Depuis le début de la guerre entre l’Iran, les États-Unis et Israël, des fresques murales aux messages puissants fleurissent à Téhéran et dans d’autres villes du pays. Ces œuvres colorées, riches en symboles, illustrent la résistance et l’unité du peuple iranien face à ce qu’il perçoit comme une agression extérieure.
EN BREF
- Des fresques murales à Téhéran expriment la résistance iranienne contre les États-Unis et Israël.
- Ces œuvres, héritage de la Révolution islamique, intègrent des thèmes de défiance et d’unité.
- Parmi les images, des représentations de porte-avions américains et de symboles religieux.
Les fresques murales font partie intégrante du paysage urbain iranien depuis la Révolution islamique de 1979. Elles sont utilisées pour véhiculer l’idéologie du régime et pour commémorer des événements clés de l’histoire nationale. À travers ces œuvres, le gouvernement cherche à galvaniser le soutien populaire en période de tensions internationales.
Une des fresques les plus percutantes représente un porte-avions américain, sur lequel des cercueils drapés du drapeau américain sont alignés, tandis que de petits bateaux arborant le pavillon iranien naviguent autour. Cette image puissante est une métaphore claire de la menace perçue par l’Iran et de sa détermination à résister.
Une autre œuvre montre un homme levant les bras, paré d’un drapeau iranien, formant un cœur avec ses mains en réponse à des tirs de missiles. Ce geste symbolique évoque à la fois l’espoir et la détermination du peuple à affronter l’adversité. Dans un autre coin de la ville, une fresque met en avant le drapeau iranien, centré sur un missile, avec une femme tenant une banderole proclamant : « Nous sommes tous venus pour la révolution ». Ce message rappelle le soutien indéfectible à la Révolution islamique.
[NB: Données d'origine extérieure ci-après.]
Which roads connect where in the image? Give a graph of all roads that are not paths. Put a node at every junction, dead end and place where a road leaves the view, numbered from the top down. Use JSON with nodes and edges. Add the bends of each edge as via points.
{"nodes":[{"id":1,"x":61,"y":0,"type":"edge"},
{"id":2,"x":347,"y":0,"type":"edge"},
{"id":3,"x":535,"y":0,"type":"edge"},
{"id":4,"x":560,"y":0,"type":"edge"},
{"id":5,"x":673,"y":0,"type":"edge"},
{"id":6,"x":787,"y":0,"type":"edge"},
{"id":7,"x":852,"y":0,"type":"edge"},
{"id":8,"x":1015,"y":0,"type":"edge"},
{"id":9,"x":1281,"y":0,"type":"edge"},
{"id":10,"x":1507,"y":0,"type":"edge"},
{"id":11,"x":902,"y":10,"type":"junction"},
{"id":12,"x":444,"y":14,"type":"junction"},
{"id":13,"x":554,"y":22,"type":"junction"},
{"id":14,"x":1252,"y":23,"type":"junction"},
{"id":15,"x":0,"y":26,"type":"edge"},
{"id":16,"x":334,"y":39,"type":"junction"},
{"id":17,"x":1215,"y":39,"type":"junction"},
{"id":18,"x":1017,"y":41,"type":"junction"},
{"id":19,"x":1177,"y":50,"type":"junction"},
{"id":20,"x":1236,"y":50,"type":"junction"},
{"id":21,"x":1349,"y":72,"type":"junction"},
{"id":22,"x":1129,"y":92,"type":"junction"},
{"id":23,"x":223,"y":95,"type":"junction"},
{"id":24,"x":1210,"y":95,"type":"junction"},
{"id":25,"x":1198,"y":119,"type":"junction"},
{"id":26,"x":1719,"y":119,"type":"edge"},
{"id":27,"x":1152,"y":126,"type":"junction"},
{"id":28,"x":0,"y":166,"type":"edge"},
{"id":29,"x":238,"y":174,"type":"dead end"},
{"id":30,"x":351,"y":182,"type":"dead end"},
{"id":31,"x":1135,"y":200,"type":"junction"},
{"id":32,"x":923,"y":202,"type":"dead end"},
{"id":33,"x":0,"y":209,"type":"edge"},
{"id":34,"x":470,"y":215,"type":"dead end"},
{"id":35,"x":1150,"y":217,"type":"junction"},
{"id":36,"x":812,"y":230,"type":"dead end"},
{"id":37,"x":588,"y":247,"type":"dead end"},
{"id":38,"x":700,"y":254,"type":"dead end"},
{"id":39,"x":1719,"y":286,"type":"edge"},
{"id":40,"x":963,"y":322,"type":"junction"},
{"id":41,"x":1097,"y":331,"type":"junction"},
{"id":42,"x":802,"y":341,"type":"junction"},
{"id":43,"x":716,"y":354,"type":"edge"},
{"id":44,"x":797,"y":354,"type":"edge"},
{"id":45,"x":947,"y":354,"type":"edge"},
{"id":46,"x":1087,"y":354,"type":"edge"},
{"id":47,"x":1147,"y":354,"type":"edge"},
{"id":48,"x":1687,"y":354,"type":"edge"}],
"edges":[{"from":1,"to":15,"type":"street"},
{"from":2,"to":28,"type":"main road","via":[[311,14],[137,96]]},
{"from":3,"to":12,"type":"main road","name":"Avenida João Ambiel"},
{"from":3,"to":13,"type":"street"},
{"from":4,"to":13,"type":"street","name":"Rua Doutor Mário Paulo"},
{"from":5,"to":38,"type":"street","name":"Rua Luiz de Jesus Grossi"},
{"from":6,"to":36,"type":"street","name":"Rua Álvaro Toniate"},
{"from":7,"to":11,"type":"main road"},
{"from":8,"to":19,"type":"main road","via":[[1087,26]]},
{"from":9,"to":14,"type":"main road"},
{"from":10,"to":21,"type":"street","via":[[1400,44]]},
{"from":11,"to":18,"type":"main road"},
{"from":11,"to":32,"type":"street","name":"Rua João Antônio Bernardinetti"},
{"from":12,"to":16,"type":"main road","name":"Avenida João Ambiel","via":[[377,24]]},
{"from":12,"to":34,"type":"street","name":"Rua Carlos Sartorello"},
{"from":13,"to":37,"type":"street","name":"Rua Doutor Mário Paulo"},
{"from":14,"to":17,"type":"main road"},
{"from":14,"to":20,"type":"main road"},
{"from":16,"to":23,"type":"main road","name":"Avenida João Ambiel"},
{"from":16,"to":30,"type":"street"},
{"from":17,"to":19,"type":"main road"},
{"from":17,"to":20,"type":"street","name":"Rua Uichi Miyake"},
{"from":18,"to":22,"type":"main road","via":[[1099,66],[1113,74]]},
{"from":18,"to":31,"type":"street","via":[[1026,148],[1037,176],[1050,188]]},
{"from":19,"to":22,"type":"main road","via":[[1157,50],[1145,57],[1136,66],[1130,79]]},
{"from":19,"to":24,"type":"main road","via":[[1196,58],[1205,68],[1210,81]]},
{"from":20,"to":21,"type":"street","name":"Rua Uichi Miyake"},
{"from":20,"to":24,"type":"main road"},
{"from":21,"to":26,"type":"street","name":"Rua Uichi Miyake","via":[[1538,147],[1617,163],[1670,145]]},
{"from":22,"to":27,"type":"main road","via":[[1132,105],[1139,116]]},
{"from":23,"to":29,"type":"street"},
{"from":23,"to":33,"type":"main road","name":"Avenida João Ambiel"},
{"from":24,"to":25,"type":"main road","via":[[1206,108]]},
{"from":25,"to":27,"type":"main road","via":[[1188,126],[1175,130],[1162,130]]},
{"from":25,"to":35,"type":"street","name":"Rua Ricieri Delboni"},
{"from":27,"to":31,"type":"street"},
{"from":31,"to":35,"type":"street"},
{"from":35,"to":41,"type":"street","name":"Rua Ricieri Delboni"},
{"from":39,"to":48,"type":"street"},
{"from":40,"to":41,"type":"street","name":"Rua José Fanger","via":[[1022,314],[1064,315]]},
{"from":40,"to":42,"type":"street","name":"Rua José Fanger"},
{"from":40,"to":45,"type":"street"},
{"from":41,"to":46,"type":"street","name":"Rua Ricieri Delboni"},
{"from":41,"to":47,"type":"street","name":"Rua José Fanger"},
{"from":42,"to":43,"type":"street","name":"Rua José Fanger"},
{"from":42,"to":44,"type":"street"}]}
Les fresques ne se limitent pas à des représentations abstraites. Elles retracent également l’histoire des leaders religieux iraniens, avec notamment des références à Ruhollah Khomeini, le fondateur de la République islamique, et à Ali Khamenei, qui a été tué lors des frappes initiales de la guerre. Ces figures emblématiques sont mises en avant pour souligner la continuité de la lutte et l’engagement du pays envers ses idéaux révolutionnaires.
Les thèmes de l’hostilité envers les États-Unis se retrouvent dans plusieurs œuvres, dont certaines montrent des drones iraniens dévastant l’étoile de David, insistant sur le sentiment d’ennemi commun. Des manifestants, quant à eux, scandent des slogans tels que « mort à l’Amérique », illustrant la polarisation des sentiments dans la société iranienne actuelle.
Les fresques anti-américaines les plus emblématiques se trouvent autour de l’ancienne ambassade des États-Unis, aujourd’hui musée connu sous le nom de « repaire des espions ». Parmi elles, une fresque représente la statue de la Liberté avec un bras brisé, entourée de scènes de destruction. Une autre illustre un drapeau américain dont les étoiles ont été remplacées par des crânes, une image forte qui cristallise la vision iranienne des conséquences de l’interventionnisme américain.
Ces fresques, au-delà de leur valeur artistique, sont un reflet de l’état d’esprit d’une nation en situation de crise. Elles témoignent d’un sentiment national fort et d’un désir d’affirmer son identité face aux pressions extérieures. Dans un contexte de tensions géopolitiques croissantes, elles deviennent un moyen d’expression pour un peuple qui cherche à préserver sa mémoire et sa culture face à l’adversité.